Publicação internacional premiada inclui capítulo sobre a viticultura tropical do Brasil, destacando alto rendimento, inovação genética e impacto socioeconômico no Semiárido.
ARTIGO DE OPINIÃO (Apresentação) – 8

 

A vitivinicultura brasileira acaba de ganhar um reconhecimento de grande peso internacional. A Organização Internacional da Uva e do Vinho (OIV) concedeu o Prêmio OIV 2025 ao livro Latin American Viticulture Adaptation to Climate Change, que reúne pesquisas do Chile, Uruguai e Brasil sobre os impactos das mudanças climáticas na produção de uvas. A obra foi escolhida como uma das melhores do mundo na categoria Sustentabilidade na Viticultura e traz um capítulo assinado pela pesquisadora Patrícia Coelho de Sousa Leão, da Embrapa Semiárido, em coautoria com Jullyanna Nair de Carvalho, docente da Unibras.

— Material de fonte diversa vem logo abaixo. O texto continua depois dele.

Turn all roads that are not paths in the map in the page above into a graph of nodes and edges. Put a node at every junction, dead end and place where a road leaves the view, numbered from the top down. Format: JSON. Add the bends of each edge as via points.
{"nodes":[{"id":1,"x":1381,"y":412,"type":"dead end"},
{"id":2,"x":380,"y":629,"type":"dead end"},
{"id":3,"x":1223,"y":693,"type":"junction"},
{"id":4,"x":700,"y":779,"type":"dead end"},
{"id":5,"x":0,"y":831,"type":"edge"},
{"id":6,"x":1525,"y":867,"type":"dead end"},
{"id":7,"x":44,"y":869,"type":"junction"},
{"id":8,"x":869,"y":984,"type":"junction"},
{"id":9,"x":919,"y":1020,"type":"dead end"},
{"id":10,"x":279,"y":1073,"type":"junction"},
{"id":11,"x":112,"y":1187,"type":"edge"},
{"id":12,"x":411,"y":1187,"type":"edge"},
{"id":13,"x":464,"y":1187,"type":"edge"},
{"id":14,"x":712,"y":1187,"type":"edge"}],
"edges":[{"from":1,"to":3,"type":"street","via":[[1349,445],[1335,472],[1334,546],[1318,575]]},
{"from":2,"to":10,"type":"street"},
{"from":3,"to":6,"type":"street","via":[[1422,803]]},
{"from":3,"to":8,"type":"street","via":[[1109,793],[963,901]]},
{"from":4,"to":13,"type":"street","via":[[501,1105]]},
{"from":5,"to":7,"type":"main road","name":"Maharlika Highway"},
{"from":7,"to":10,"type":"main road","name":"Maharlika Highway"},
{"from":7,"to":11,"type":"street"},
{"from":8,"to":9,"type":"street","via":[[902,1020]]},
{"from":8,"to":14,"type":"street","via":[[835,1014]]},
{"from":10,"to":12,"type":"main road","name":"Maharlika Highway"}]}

O prêmio foi anunciado em Dijon, na França, e colocou o livro no centro das atenções do setor vitivinícola global. A OIV, entidade que reúne países produtores e consumidores e que orienta normas técnicas e científicas adotadas no mundo inteiro, escolhe apenas publicações consideradas essenciais para o avanço do setor. Por isso, a presença de um capítulo brasileiro reforça a visibilidade e o valor da pesquisa conduzida no país.

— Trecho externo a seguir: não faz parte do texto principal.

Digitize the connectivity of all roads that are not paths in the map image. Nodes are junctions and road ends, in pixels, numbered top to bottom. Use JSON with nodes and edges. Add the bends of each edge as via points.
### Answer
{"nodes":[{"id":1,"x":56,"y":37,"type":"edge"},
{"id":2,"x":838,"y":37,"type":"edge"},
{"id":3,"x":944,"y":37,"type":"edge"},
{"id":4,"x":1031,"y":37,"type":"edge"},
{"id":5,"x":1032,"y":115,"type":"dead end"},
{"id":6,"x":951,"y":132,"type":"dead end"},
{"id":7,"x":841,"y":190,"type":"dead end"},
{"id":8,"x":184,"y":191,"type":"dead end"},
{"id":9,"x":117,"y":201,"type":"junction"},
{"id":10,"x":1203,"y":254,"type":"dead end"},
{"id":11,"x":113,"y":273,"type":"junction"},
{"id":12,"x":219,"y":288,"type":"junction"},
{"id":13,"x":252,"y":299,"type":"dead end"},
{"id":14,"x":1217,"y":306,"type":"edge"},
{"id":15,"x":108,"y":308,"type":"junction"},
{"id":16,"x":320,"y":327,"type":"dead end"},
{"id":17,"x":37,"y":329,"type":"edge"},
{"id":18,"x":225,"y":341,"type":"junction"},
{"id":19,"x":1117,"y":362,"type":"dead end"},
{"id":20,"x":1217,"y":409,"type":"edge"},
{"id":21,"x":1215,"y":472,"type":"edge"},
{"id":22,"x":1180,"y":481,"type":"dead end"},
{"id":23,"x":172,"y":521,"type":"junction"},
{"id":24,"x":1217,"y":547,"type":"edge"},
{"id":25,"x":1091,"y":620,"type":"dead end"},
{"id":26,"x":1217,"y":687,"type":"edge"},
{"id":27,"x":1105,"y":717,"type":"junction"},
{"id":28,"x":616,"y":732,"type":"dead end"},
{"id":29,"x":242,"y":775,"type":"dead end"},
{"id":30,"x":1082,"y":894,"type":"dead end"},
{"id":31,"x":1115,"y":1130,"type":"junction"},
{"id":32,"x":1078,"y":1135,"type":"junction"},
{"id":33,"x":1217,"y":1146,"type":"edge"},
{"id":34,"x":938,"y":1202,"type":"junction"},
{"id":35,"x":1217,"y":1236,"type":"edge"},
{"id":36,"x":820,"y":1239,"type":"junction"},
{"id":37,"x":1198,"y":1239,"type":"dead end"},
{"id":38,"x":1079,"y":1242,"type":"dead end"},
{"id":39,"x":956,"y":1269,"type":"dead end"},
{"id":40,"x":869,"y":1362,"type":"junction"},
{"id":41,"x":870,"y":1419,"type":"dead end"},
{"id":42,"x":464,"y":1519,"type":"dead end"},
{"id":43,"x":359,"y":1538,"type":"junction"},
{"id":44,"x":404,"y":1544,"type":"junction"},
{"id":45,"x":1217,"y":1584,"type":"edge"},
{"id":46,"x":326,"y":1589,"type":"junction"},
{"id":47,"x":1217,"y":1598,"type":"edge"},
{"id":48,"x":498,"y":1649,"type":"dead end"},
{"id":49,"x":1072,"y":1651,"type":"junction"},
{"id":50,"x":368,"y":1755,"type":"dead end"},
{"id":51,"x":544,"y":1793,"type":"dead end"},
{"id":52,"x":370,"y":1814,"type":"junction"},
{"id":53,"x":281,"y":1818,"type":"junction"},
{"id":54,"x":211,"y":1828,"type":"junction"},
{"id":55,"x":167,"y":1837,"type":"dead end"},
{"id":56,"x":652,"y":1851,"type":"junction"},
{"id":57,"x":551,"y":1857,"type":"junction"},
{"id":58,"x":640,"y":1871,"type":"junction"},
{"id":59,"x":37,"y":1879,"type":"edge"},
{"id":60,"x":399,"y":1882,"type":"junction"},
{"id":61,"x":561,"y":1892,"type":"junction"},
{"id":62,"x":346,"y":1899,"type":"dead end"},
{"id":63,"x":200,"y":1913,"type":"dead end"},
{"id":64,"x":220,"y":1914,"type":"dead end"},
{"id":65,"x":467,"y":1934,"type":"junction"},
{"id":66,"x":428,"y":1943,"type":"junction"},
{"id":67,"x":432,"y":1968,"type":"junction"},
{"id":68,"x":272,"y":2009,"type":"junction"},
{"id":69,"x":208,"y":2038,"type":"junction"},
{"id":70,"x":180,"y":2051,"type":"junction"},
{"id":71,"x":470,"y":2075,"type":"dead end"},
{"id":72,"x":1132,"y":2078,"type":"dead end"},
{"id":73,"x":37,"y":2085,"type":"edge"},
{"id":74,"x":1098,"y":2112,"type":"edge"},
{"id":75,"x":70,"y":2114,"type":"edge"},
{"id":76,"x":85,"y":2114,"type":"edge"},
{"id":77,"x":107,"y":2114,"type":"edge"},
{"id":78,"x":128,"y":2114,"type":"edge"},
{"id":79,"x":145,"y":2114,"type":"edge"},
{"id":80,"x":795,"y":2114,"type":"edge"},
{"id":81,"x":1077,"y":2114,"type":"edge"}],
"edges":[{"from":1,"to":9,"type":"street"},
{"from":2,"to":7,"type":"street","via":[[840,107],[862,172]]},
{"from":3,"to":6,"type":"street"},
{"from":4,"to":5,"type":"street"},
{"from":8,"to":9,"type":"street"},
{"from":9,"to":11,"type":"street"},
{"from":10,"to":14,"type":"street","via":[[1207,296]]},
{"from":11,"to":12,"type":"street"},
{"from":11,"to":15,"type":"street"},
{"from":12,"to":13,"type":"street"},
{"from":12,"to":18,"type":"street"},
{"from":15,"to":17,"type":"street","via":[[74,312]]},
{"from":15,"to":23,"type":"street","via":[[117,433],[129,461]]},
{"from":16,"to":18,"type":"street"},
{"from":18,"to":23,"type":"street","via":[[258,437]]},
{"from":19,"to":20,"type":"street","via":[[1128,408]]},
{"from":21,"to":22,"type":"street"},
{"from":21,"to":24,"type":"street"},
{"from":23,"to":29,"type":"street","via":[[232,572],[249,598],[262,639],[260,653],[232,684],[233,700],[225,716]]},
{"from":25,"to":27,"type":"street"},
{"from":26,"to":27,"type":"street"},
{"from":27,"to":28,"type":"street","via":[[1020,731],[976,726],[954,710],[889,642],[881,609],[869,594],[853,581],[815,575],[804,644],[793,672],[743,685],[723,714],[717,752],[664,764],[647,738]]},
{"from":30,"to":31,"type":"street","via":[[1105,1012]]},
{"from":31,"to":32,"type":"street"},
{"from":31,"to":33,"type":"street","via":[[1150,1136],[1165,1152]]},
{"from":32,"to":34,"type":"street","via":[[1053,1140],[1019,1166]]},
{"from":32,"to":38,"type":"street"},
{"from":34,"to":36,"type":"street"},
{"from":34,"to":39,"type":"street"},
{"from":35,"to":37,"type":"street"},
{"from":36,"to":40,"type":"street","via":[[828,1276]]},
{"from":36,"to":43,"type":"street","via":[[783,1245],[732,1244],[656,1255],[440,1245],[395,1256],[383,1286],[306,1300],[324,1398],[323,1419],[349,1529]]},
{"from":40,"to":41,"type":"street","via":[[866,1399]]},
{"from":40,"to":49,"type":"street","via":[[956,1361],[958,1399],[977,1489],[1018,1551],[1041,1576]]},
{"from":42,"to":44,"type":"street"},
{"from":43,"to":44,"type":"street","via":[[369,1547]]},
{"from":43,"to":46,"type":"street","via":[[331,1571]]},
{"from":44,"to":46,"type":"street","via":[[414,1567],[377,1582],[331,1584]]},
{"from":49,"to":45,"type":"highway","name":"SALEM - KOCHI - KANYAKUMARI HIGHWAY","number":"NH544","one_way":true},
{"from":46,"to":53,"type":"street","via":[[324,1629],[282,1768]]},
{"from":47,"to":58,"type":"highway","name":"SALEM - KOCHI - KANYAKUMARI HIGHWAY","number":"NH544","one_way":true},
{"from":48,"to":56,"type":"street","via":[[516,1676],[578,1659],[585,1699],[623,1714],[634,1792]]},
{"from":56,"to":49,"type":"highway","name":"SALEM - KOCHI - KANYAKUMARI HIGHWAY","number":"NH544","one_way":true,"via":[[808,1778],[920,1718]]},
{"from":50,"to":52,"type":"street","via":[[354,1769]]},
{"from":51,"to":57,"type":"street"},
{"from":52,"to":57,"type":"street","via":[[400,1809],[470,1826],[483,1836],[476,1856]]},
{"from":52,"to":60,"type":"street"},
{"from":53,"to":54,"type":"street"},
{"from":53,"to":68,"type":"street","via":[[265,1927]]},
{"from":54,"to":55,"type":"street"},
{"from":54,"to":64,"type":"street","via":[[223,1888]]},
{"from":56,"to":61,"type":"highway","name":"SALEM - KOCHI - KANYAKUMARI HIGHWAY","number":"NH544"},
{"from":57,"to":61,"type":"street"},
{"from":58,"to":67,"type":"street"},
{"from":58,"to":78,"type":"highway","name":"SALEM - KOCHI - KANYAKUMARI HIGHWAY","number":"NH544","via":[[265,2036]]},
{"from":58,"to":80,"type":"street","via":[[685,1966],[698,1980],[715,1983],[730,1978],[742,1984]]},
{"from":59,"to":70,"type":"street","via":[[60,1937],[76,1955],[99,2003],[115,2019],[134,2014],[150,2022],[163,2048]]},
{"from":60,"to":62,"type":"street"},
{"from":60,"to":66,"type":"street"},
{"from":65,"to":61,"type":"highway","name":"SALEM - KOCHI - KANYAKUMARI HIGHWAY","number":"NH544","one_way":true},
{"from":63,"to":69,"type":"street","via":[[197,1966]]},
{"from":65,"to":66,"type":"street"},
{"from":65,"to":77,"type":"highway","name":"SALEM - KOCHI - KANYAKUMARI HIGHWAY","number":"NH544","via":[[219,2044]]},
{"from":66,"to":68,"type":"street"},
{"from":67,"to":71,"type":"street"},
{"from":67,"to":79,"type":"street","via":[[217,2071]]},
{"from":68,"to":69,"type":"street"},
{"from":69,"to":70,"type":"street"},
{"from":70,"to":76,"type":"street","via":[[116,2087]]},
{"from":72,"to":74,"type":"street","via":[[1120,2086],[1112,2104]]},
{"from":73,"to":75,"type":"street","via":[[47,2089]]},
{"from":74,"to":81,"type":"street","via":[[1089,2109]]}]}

O texto escrito por Patrícia Leão apresenta uma visão ampla da viticultura brasileira, explicando de forma clara como o país reúne três grandes ambientes produtivos – temperado, subtropical e tropical. Isso significa que os sistemas de produção variam bastante entre as regiões, com ciclos diferentes, manejos específicos e respostas fisiológicas únicas das videiras. O destaque da publicação está no Submédio São Francisco, um dos polos mais avançados do mundo quando se fala em viticultura tropical.

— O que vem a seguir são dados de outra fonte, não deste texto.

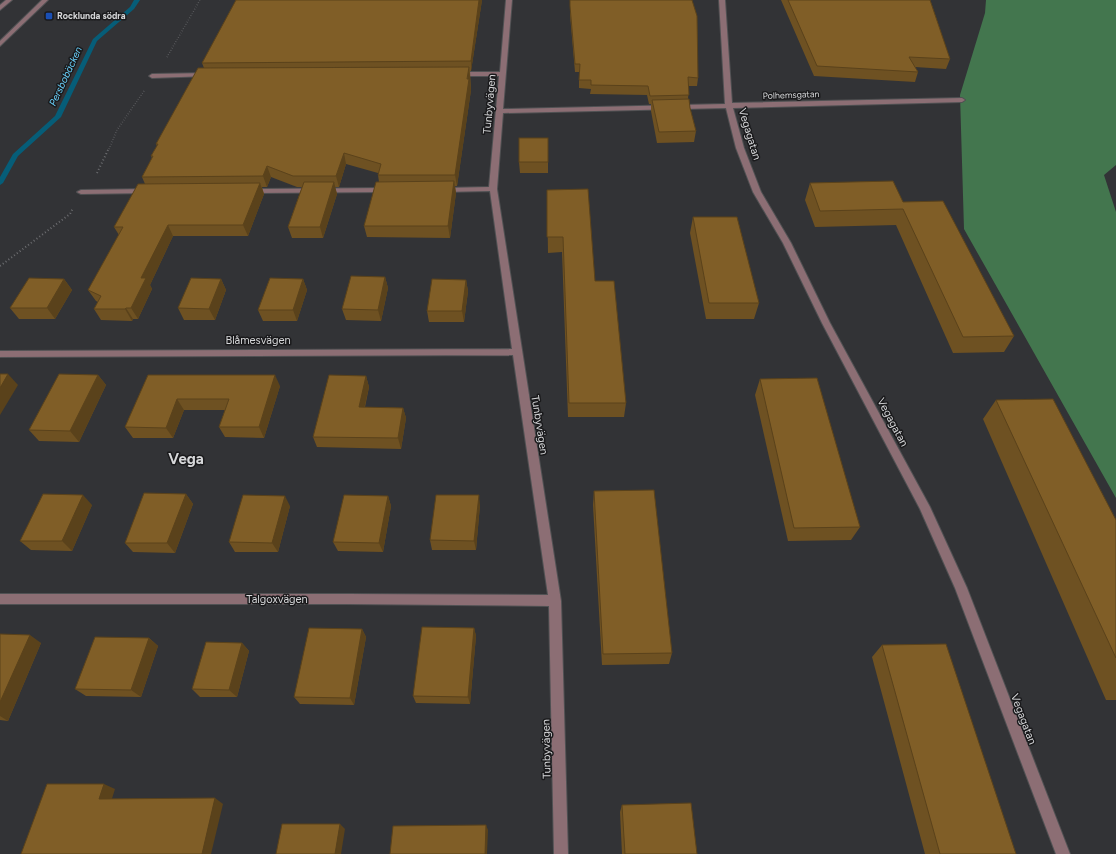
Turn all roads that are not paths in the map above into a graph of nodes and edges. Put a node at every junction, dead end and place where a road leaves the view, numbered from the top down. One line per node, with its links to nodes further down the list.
1 (9, 0): 5 (street)
2 (45, 0): 6 (street)
3 (509, 0): 8 (street, Tunbyvägen)
4 (722, 0): 12 (street, Vegagatan)
5 (0, 8)
6 (0, 44)
7 (448, 74): 8 (street)
8 (503, 74): 13 (street, Tunbyvägen)
9 (216, 75): 10 (street)
10 (152, 76)
11 (962, 100): 12 (street, Polhemsgatan)
12 (729, 106): 13 (street, Polhemsgatan); 25 (street, Vegagatan)
13 (501, 111): 14 (street, Tunbyvägen)
14 (493, 189): 16 (street); 20 (street, Tunbyvägen)
15 (398, 190): 18 (street)
16 (438, 190)
17 (152, 191): 19 (street)
18 (239, 191)
19 (81, 192)
20 (517, 352): 21 (street, Blåmesvägen); 23 (street, Tunbyvägen)
21 (0, 354)
22 (0, 599): 23 (street, Talgoxvägen)
23 (554, 601): 24 (street, Tunbyvägen)
24 (561, 854)
25 (1063, 854)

O capítulo explica que o Vale do São Francisco se tornou referência internacional por reunir clima quente e seco, alta insolação, oferta de água para irrigação e um conjunto de tecnologias que permite até três colheitas por ano. Essa combinação colocou a região entre as mais produtivas do planeta. Em 2021, por exemplo, o Vale alcançou produtividade média de 39,8 toneladas por hectare, resultado muito superior às médias brasileira e mundial. Os números também mostram a força do polo nordestino nas exportações, já que 98% das uvas frescas enviadas ao exterior pelo Brasil saem dali.

A publicação descreve ainda como a adoção de tecnologias em irrigação, fertirrigação, condução das plantas, podas adaptadas e manejo de dossel permitiu que a videira se adaptasse ao clima tropical semiárido. Esses avanços explicam por que o modelo brasileiro desperta tanto interesse em outros países que hoje enfrentam secas prolongadas, ondas de calor e instabilidade climática. O Vale do São Francisco funciona como um exemplo real de viticultura resiliente, capaz de manter regularidade e qualidade mesmo em ambientes desafiadores.

A pesquisa detalha também a evolução das cultivares no país, destacando variedades desenvolvidas pela Embrapa, como BRS Vitória, BRS Isis, BRS Melodia e BRS Tainá. Essas uvas ajudaram a consolidar o Brasil como produtor competitivo de uvas sem sementes, hoje muito valorizadas no mercado internacional. Além delas, a publicação aborda o papel das cultivares de empresas internacionais, que ampliaram a diversidade e impulsionaram a modernização da cadeia produtiva.

Para Patrícia Leão, integrar o livro representa o reconhecimento de um trabalho científico construído ao longo de anos. “Participar dessa obra é motivo de orgulho, pois mostra o reconhecimento internacional da pesquisa brasileira contribuindo com soluções sustentáveis e inovadoras para a produção de uvas, particularmente em um ambiente único que é o nosso clima tropical semiárido”, afirma. O conteúdo reforça que a experiência brasileira pode ajudar outros países que buscam caminhos para enfrentar os efeitos das mudanças climáticas sobre a viticultura.

O livro também apresenta uma análise do potencial de crescimento da viticultura tropical no Brasil, discutindo desafios tecnológicos, a importância da integração entre pesquisa e produtores, a expansão do uso de ferramentas de agricultura de precisão e a necessidade de sistemas mais sustentáveis, desde o manejo do solo até o pós-colheita.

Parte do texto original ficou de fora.